Egypt’s president, Mohamed Morsi, proved the power of his might Sunday with a shakeup both rumored and surprising to many—sacking the head of the military, Egypt’s de facto ruler throughout the transition period, and several other key members of the distrusted Supreme Council of the Armed Forces.
Morsi resolved to scrap a constitutional document that handed sweeping powers and autonomy to Egypt's military and ordered the retirement of Hussein Tantawi, defense minister and commander of the armed forces, and Chief of Staff Sami Anan, awarding both men state medals and appointing them presidential advisers. He also made his highly anticipated selection of vice president, naming Senior Judge Mahmoud Mekki as his deputy.
While many saw the expanding powers of the military as an attempt to hijack the revolution, the shuffle comes amid a violent standoff with militants on the Sinai Peninsula near the border with Gaza, and an overall lapse in security nationwide. Morsi, a member of the Muslim Brotherhood and Egypt’s first civilian president, was viewed by many as nothing more than a figurehead, since measures taken by the military left little room for a second-in-charge. This latest move leaves many observers questioning whether Morsi’s ability to seize authority had been underestimated.
“This is a palace coup and a very risky one,” said Paul Sullivan, a North Africa expert at National Defense University. “Firing most of the SCAF is a bold move that could backfire at Morsi. He has been losing credibility with the Egyptian public since his election. The Sinai attack was seen by many in Egypt as a sign of Morsi's weakness, not the military and intelligence people. Now he is trying to turn the tables on them.”
The military, which had presided over state affairs since Hosni Mubarak’s resignation in February 2011, had suffered a severe decline in public opinion following a number of violent clashes with protesters that provoked a bitter outcry. An 11th-hour court decision ahead of the presidential election dissolved the country’s Islamist-dominated parliament, leaving Morsi with no new constitution and no legislature when he assumed office on June 30. The decree also left much of the country’s budget—specifically its defense budget—under the autonomous control of the military council. The rulings sparked fury among citizens, who took to Tahrir Square once again, accusing the military of a soft coup.

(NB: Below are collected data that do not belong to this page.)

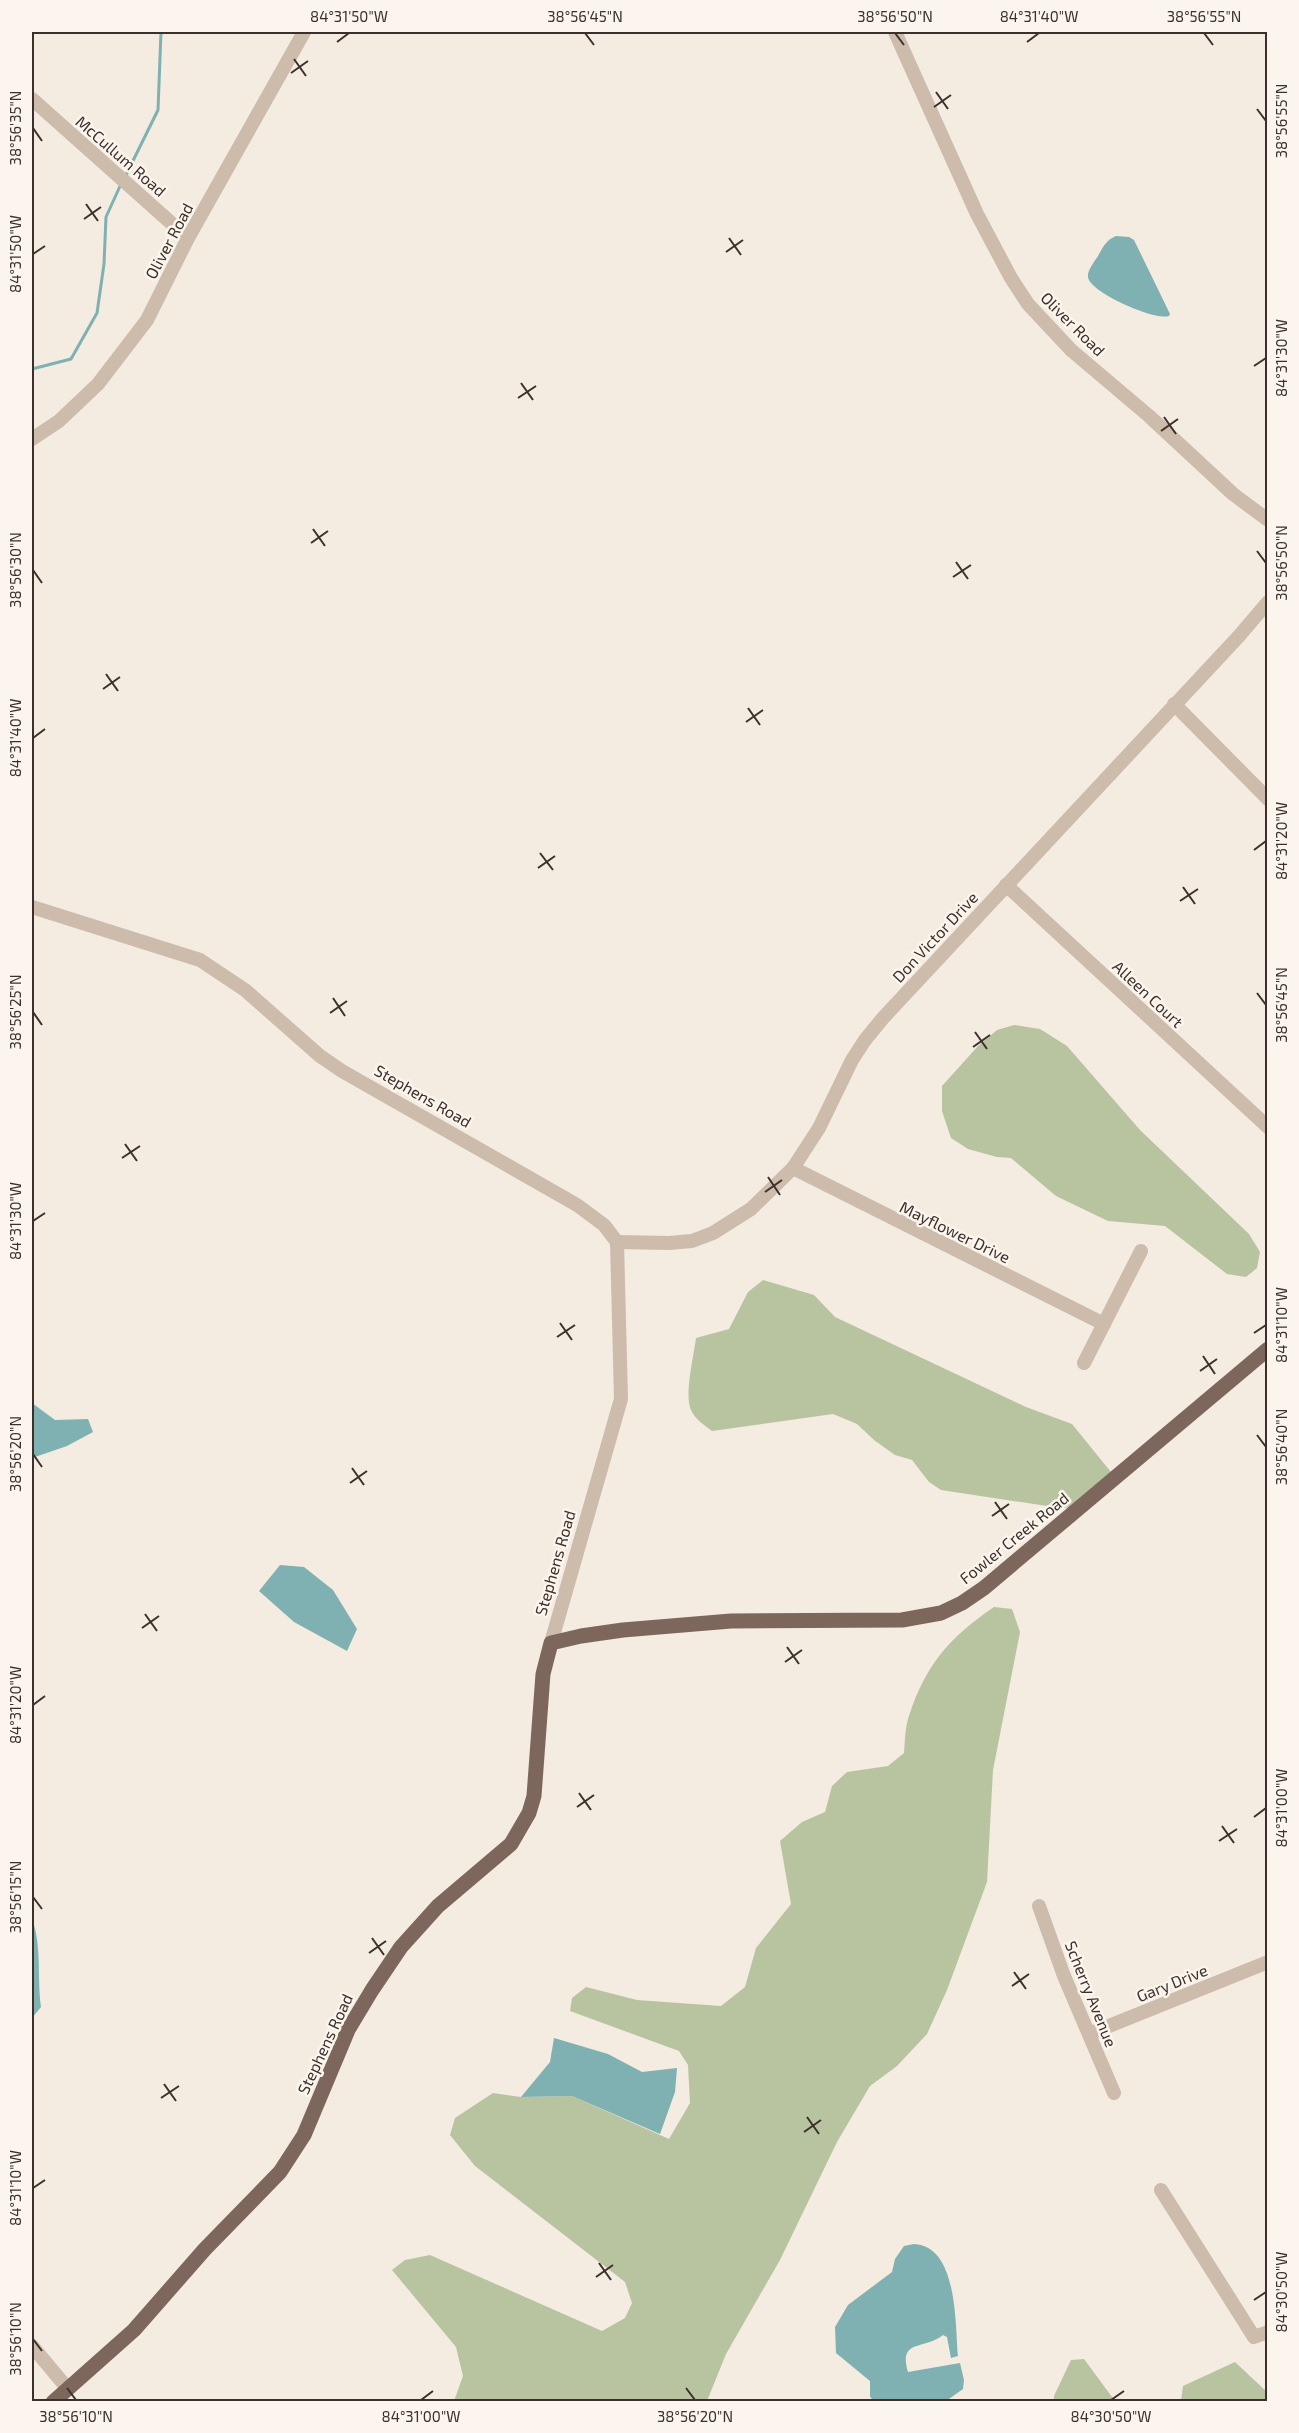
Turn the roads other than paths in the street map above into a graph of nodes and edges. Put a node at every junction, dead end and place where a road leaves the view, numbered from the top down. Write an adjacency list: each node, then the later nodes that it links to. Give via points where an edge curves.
1 (304, 32): 4 (street, Oliver Road)
2 (895, 32): 6 (street, Oliver Road, via 977,214 1028,304 1071,350 1233,494)
3 (32, 99): 4 (street, McCullum Road)
4 (188, 238): 5 (street, Oliver Road, via 147,320 120,357 59,421)
5 (32, 439)
6 (1268, 520)
7 (1268, 602): 8 (street, Don Victor Drive)
8 (1174, 704): 9 (street); 10 (street, Don Victor Drive)
9 (1268, 799)
10 (1006, 885): 12 (street, Alleen Court); 13 (street, Don Victor Drive, via 865,1040 819,1128)
11 (32, 907): 14 (street, Stephens Road, via 175,951 215,968 342,1071 577,1205 604,1225)
12 (1268, 1127)
13 (793, 1168): 14 (street, Don Victor Drive, via 752,1209 713,1233 669,1244); 16 (street, Mayflower Drive)
14 (617, 1242): 19 (street, Stephens Road, via 621,1399)
15 (1141, 1251): 16 (street)
16 (1104, 1324): 18 (street)
17 (1268, 1349): 19 (main road, Fowler Creek Road, via 984,1588 941,1613 902,1620 731,1621 623,1630)
18 (1084, 1364)
19 (551, 1643): 27 (main road, Stephens Road, via 543,1674 534,1796 511,1844 438,1906 401,1947 348,2030 304,2134 280,2172 134,2330)
20 (1039, 1906): 22 (street, Scherry Avenue)
21 (1268, 1962): 22 (street, Gary Drive)
22 (1089, 2034): 23 (street, Scherry Avenue)
23 (1114, 2093)
24 (1161, 2190): 25 (street)
25 (1261, 2335)
26 (32, 2346): 27 (street)
27 (68, 2389): 28 (main road, Stephens Road)
28 (53, 2402)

It has yet to be determined whether Morsi will opt to reinstate parliament following these latest changes; however, with the military council vitiated and parliament annulled, power is predominantly in his hands, further raising concerns among those fearful of an Islamist-dominated government. While Morsi may still name another vice president, the selection of Mekki also is sparking criticism, since one of Morsi’s initial promises after clinching victory was to name a woman and Christian vice president.
Since the popular uprising began in Egypt last year, much of the country has experienced a lapse in law and order, with incidents ranging from assaults on women and sectarian clashes to extremist activities in some outer-lying regions. Tensions in Sinai, long neglected by the Mubarak regime, have escalated significantly in recent days after suspected militants stormed border posts, killing 16 Egyptian solders—and prompting a major military offensive. At least seven militants were killed in clashes with security forces in the Sinai on Sunday, according to the Associated Press.
“Sinai was critical. If it didn’t happen, Morsi wouldn’t have made these changes so soon.”
Morsi also named Abdul Fatah Khalil al-Sisi head of military intelligence days after firing the former chief of the mukhabarat (intelligence) and the governor of North Sinai for the security lapse following Israel’s warning of an imminent plot against border security. The purge marked a bold effort by the Islamist leader to abate widespread anger over the attack.
“Sinai was critical. If it didn’t happen, Morsi wouldn’t have made these changes so soon,” said Shadi Hamid, director of research at the Brookings Doha Center. “Sinai presented a window of opportunity for Morsi. He already shuffled the decks with the mukhabarat head and governor of Sinai, and the failure in Sinai highlighted a number of internal problems, especially with regard to SCAF’s competence.”
But Morsi’s competence is also very much in question by the Egyptian populace. He made numerous promises for his first 100 days in office—a target many presumed to be over in this month. However, the Muslim Brotherhood’s Freedom and Justice Party dismissed criticism of Morsi’s failed promises, claiming that the 100 days began in early August with the selection of the cabinet.
Among Morsi’s promises were vows to address issues ranging from abhorrent traffic problems and sanitation backups to calls for better wages.
The “Morsimeter”—an interactive website created by unidentified activists to monitor Morsi’s 100-day promises—reports that as of Sunday, seven out of 63 presidential promises are in the process of being carried out, and one mandate has been implemented.
Egyptians went to the polls May 23–24 to pick a democratically elected president—not only the first election since the fall of Hosni Mubarak, but the first of its kind in the country's 5,000-year history.